Task input
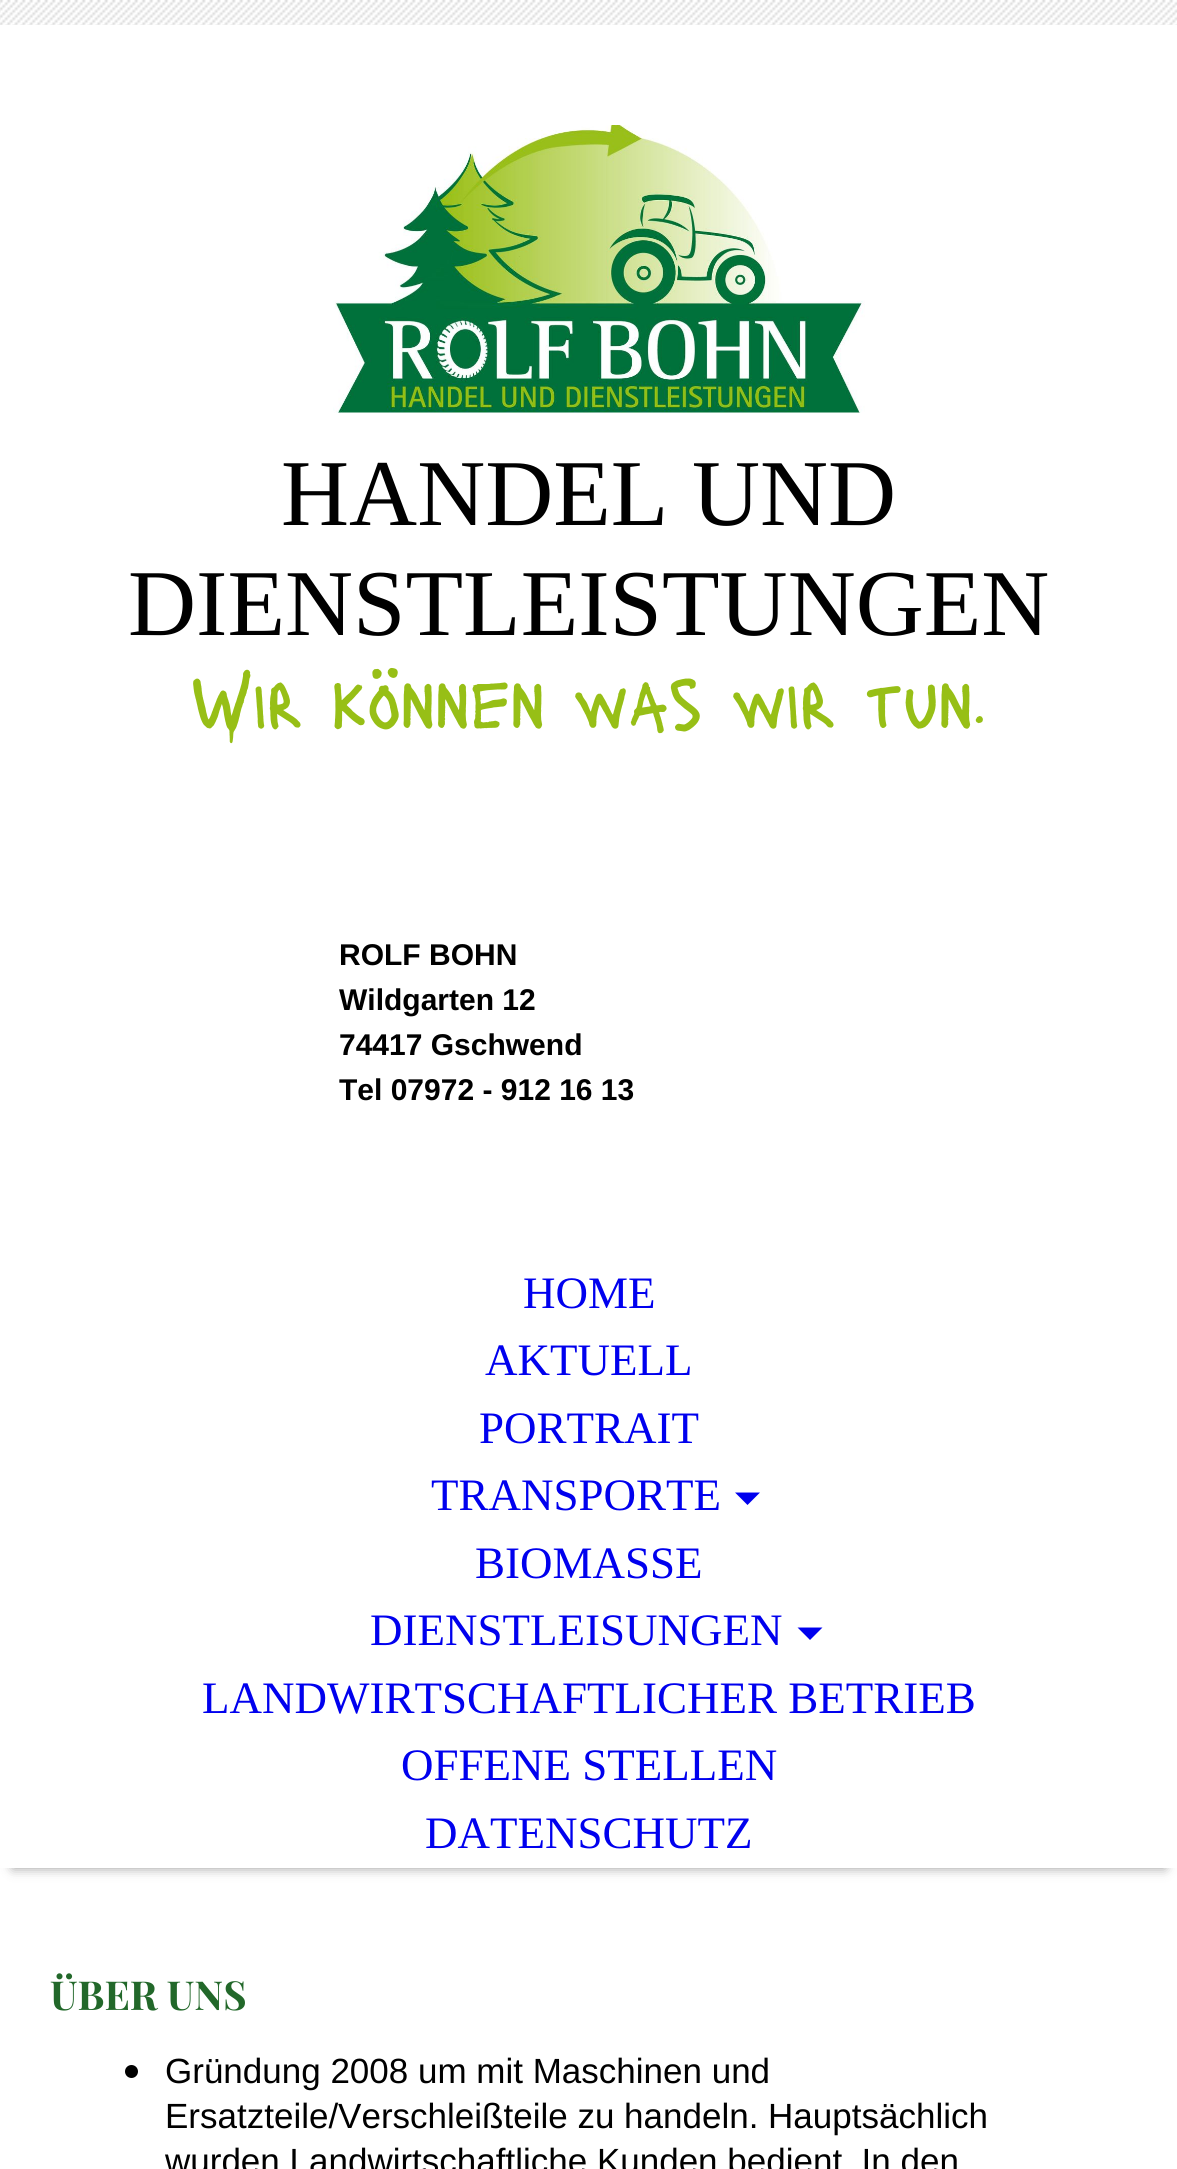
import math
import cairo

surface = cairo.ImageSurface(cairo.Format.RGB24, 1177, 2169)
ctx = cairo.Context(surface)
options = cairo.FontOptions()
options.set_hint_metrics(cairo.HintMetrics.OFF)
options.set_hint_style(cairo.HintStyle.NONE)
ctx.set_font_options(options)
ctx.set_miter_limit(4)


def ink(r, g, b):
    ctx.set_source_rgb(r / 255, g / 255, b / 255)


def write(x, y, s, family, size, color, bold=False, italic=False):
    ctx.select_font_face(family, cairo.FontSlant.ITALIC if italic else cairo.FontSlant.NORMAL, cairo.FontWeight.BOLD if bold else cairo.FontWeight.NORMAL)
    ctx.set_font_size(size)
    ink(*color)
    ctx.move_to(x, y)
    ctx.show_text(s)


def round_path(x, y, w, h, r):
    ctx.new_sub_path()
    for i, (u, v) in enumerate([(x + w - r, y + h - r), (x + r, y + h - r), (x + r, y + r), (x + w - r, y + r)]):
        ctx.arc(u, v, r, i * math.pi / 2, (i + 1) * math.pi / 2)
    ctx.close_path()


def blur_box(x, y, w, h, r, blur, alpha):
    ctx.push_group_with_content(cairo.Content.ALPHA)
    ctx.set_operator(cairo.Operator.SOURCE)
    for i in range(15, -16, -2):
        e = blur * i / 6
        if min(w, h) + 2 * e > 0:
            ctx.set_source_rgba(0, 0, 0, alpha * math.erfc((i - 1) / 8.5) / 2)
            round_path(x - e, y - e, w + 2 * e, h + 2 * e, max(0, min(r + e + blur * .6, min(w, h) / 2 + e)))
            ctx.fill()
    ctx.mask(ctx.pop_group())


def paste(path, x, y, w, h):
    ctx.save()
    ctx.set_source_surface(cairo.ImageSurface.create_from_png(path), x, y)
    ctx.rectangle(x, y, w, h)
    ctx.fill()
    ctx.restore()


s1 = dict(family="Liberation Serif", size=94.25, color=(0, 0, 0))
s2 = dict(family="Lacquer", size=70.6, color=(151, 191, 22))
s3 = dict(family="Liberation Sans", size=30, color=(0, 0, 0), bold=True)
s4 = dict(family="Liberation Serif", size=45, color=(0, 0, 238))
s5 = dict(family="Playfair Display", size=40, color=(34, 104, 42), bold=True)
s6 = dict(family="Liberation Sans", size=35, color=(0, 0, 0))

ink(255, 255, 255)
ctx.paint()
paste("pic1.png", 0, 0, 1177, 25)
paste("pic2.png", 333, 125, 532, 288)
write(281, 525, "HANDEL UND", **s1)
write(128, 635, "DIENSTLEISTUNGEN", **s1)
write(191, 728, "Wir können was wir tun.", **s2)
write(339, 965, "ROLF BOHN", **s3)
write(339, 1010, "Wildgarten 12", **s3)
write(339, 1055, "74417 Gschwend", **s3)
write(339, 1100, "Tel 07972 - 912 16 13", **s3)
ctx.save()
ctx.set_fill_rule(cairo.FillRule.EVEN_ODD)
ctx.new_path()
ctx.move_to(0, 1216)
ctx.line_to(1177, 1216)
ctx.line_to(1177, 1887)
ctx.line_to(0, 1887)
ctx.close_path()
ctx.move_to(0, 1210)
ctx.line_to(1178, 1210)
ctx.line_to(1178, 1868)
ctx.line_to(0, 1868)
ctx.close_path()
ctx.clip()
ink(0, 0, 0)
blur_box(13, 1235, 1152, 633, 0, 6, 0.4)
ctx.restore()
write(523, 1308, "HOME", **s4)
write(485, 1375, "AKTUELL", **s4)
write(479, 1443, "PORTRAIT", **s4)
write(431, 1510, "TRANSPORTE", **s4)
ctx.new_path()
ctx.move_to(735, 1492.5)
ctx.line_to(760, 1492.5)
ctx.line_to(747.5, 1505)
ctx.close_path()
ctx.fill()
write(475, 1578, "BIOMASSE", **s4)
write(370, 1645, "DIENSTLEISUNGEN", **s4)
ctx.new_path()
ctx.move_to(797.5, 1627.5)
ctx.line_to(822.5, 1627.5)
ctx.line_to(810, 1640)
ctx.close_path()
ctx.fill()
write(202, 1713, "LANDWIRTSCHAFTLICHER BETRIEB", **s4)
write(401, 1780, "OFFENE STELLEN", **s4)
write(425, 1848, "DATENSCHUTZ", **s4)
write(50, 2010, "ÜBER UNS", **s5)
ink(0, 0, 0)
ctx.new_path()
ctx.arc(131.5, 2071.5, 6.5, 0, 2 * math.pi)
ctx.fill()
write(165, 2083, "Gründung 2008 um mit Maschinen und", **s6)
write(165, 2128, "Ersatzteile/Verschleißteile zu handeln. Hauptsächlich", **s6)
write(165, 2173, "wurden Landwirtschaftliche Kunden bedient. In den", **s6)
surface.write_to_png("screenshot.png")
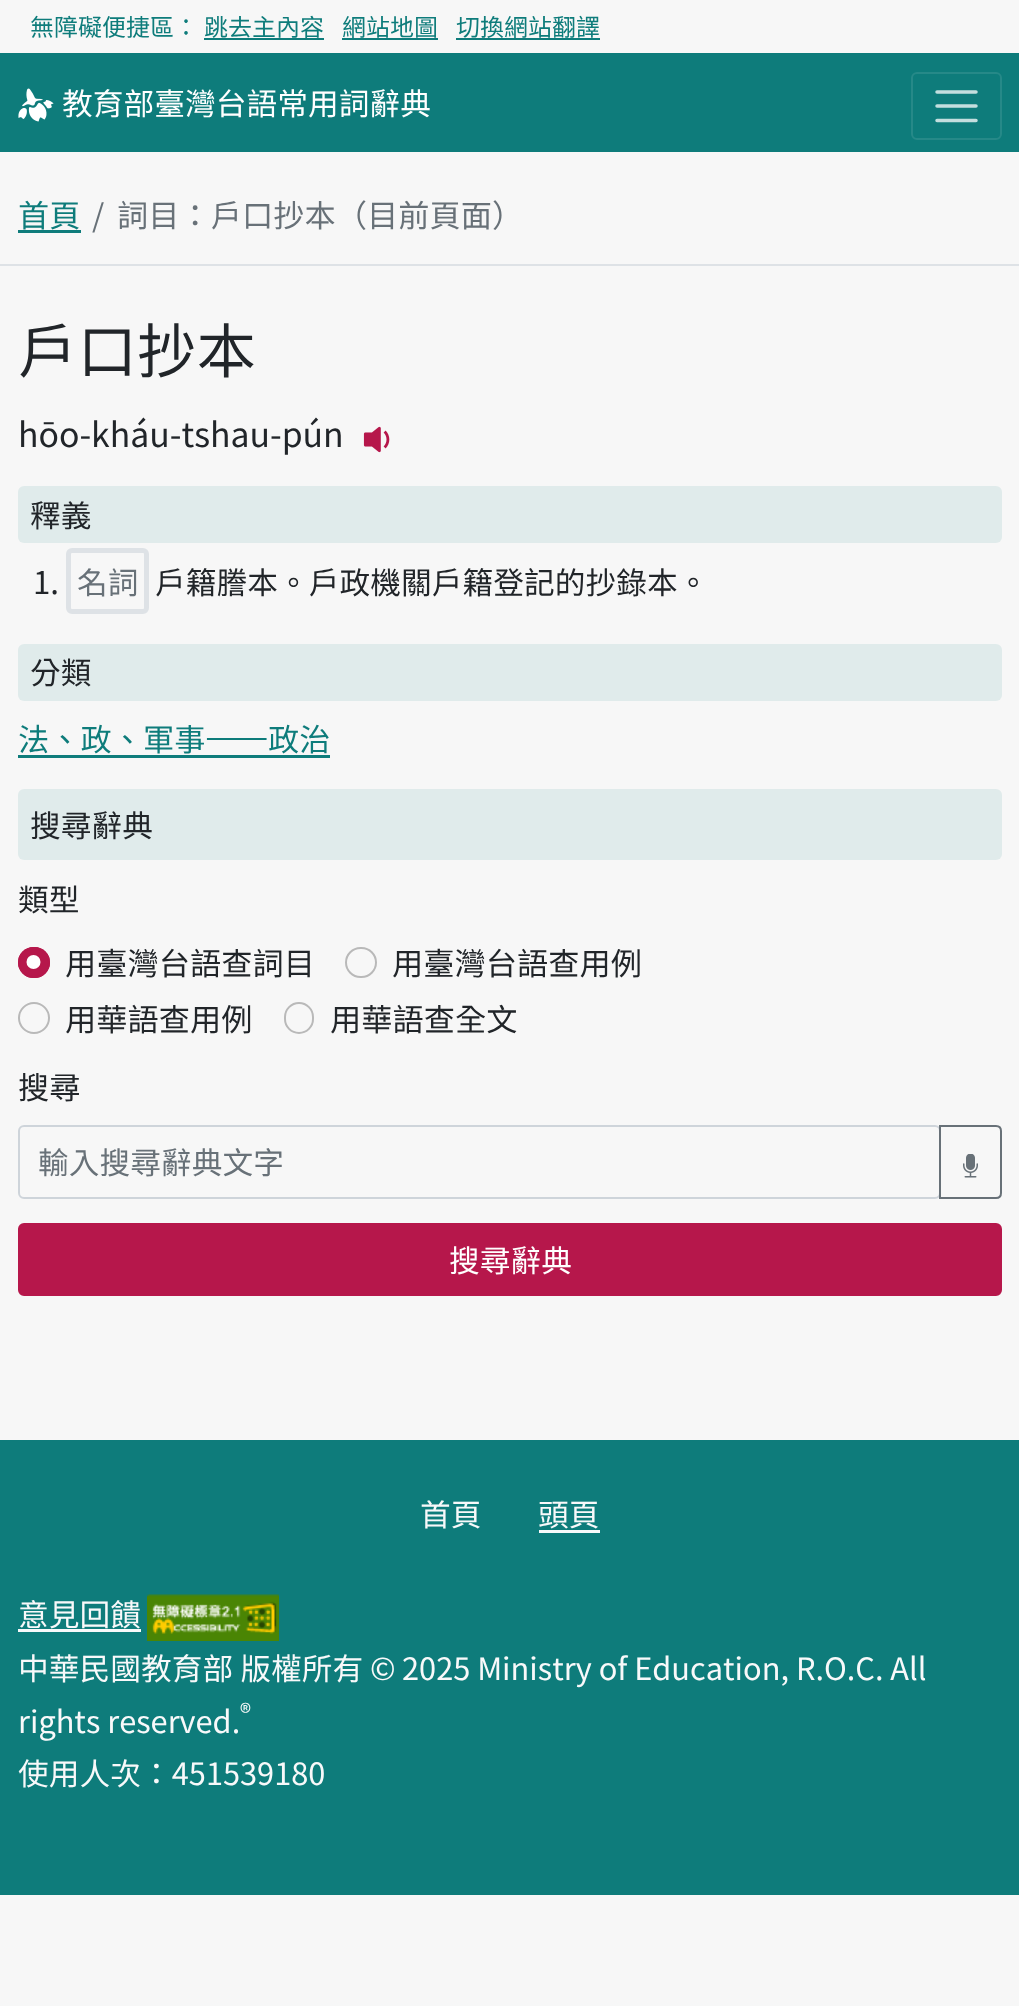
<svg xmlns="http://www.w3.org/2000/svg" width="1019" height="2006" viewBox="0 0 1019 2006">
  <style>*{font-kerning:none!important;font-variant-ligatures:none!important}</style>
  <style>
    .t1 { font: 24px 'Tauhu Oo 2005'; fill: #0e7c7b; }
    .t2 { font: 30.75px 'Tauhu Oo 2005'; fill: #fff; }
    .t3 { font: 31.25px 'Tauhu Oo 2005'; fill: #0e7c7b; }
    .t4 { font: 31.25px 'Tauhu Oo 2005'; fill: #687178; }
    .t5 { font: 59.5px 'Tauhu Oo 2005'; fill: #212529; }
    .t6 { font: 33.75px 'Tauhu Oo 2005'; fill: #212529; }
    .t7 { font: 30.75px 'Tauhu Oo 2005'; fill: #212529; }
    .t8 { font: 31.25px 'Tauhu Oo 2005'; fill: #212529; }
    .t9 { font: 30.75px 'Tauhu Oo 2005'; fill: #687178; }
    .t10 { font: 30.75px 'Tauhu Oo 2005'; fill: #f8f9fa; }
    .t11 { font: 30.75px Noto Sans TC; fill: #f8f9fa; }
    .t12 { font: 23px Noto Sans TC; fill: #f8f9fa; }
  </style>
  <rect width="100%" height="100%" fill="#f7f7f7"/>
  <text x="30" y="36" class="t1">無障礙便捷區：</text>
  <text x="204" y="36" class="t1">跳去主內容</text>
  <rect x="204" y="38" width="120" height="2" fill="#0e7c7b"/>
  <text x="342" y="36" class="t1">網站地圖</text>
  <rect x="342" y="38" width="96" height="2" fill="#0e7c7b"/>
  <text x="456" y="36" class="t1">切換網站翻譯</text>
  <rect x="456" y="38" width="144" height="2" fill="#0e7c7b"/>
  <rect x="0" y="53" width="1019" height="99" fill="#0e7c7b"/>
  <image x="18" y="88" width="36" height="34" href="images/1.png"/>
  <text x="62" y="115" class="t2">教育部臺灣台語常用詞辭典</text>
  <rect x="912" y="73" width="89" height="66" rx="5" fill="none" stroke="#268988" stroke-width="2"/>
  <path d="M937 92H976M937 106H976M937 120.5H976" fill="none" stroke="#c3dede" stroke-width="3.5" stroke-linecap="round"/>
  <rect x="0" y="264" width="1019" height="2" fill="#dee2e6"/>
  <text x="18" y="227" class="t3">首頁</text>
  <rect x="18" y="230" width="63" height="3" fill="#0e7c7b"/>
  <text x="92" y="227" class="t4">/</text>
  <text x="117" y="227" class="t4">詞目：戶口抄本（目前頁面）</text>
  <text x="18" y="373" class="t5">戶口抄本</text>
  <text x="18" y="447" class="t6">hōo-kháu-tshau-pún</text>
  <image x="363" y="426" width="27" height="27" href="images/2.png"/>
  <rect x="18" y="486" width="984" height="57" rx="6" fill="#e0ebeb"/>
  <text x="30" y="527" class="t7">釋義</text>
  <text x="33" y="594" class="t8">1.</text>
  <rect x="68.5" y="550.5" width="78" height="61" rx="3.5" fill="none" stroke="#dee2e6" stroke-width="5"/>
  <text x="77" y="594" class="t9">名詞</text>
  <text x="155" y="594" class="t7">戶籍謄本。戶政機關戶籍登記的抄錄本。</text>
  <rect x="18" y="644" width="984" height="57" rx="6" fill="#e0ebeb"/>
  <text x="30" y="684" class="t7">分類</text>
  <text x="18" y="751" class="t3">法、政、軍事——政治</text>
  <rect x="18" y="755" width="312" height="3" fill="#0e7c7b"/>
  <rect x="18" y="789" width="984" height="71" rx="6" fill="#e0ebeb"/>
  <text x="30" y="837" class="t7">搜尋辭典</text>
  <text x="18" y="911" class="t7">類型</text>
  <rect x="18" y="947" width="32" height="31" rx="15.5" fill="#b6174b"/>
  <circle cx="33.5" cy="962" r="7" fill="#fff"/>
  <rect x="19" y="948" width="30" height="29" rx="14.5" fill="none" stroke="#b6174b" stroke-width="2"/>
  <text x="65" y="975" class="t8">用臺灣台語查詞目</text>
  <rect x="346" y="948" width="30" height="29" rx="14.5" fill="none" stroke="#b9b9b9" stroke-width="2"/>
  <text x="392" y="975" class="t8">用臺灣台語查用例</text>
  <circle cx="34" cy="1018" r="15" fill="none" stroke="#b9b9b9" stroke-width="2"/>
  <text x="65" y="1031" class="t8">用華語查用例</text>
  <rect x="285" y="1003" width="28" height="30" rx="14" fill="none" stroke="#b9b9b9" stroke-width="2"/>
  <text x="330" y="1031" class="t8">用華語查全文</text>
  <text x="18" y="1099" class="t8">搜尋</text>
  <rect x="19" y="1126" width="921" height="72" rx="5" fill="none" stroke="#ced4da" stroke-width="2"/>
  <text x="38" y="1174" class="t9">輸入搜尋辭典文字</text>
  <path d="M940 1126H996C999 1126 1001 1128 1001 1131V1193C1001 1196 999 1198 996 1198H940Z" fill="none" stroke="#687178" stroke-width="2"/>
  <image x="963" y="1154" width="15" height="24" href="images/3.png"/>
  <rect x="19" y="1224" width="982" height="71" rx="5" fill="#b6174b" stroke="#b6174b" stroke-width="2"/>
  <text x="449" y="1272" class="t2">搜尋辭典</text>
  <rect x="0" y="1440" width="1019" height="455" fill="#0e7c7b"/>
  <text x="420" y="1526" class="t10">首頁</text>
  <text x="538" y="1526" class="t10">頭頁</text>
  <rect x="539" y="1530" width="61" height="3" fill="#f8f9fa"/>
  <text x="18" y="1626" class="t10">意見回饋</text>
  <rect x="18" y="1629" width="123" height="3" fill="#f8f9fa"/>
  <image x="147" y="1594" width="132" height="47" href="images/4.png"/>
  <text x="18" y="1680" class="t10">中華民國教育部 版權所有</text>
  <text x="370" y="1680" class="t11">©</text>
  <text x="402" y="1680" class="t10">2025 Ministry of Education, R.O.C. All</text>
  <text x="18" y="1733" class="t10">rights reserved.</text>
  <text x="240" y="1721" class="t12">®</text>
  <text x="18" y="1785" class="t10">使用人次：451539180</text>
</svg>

About this exercise
In your answer, include only the lines above starting at the line that holds "options.set_hint_style(cairo.HintStyle.NONE)" and ending at the line that holds "125, 532, 288)", copied exactly.

Reply
options.set_hint_style(cairo.HintStyle.NONE)
ctx.set_font_options(options)
ctx.set_miter_limit(4)


def ink(r, g, b):
    ctx.set_source_rgb(r / 255, g / 255, b / 255)


def write(x, y, s, family, size, color, bold=False, italic=False):
    ctx.select_font_face(family, cairo.FontSlant.ITALIC if italic else cairo.FontSlant.NORMAL, cairo.FontWeight.BOLD if bold else cairo.FontWeight.NORMAL)
    ctx.set_font_size(size)
    ink(*color)
    ctx.move_to(x, y)
    ctx.show_text(s)


def round_path(x, y, w, h, r):
    ctx.new_sub_path()
    for i, (u, v) in enumerate([(x + w - r, y + h - r), (x + r, y + h - r), (x + r, y + r), (x + w - r, y + r)]):
        ctx.arc(u, v, r, i * math.pi / 2, (i + 1) * math.pi / 2)
    ctx.close_path()


def blur_box(x, y, w, h, r, blur, alpha):
    ctx.push_group_with_content(cairo.Content.ALPHA)
    ctx.set_operator(cairo.Operator.SOURCE)
    for i in range(15, -16, -2):
        e = blur * i / 6
        if min(w, h) + 2 * e > 0:
            ctx.set_source_rgba(0, 0, 0, alpha * math.erfc((i - 1) / 8.5) / 2)
            round_path(x - e, y - e, w + 2 * e, h + 2 * e, max(0, min(r + e + blur * .6, min(w, h) / 2 + e)))
            ctx.fill()
    ctx.mask(ctx.pop_group())


def paste(path, x, y, w, h):
    ctx.save()
    ctx.set_source_surface(cairo.ImageSurface.create_from_png(path), x, y)
    ctx.rectangle(x, y, w, h)
    ctx.fill()
    ctx.restore()


s1 = dict(family="Liberation Serif", size=94.25, color=(0, 0, 0))
s2 = dict(family="Lacquer", size=70.6, color=(151, 191, 22))
s3 = dict(family="Liberation Sans", size=30, color=(0, 0, 0), bold=True)
s4 = dict(family="Liberation Serif", size=45, color=(0, 0, 238))
s5 = dict(family="Playfair Display", size=40, color=(34, 104, 42), bold=True)
s6 = dict(family="Liberation Sans", size=35, color=(0, 0, 0))

ink(255, 255, 255)
ctx.paint()
paste("pic1.png", 0, 0, 1177, 25)
paste("pic2.png", 333, 125, 532, 288)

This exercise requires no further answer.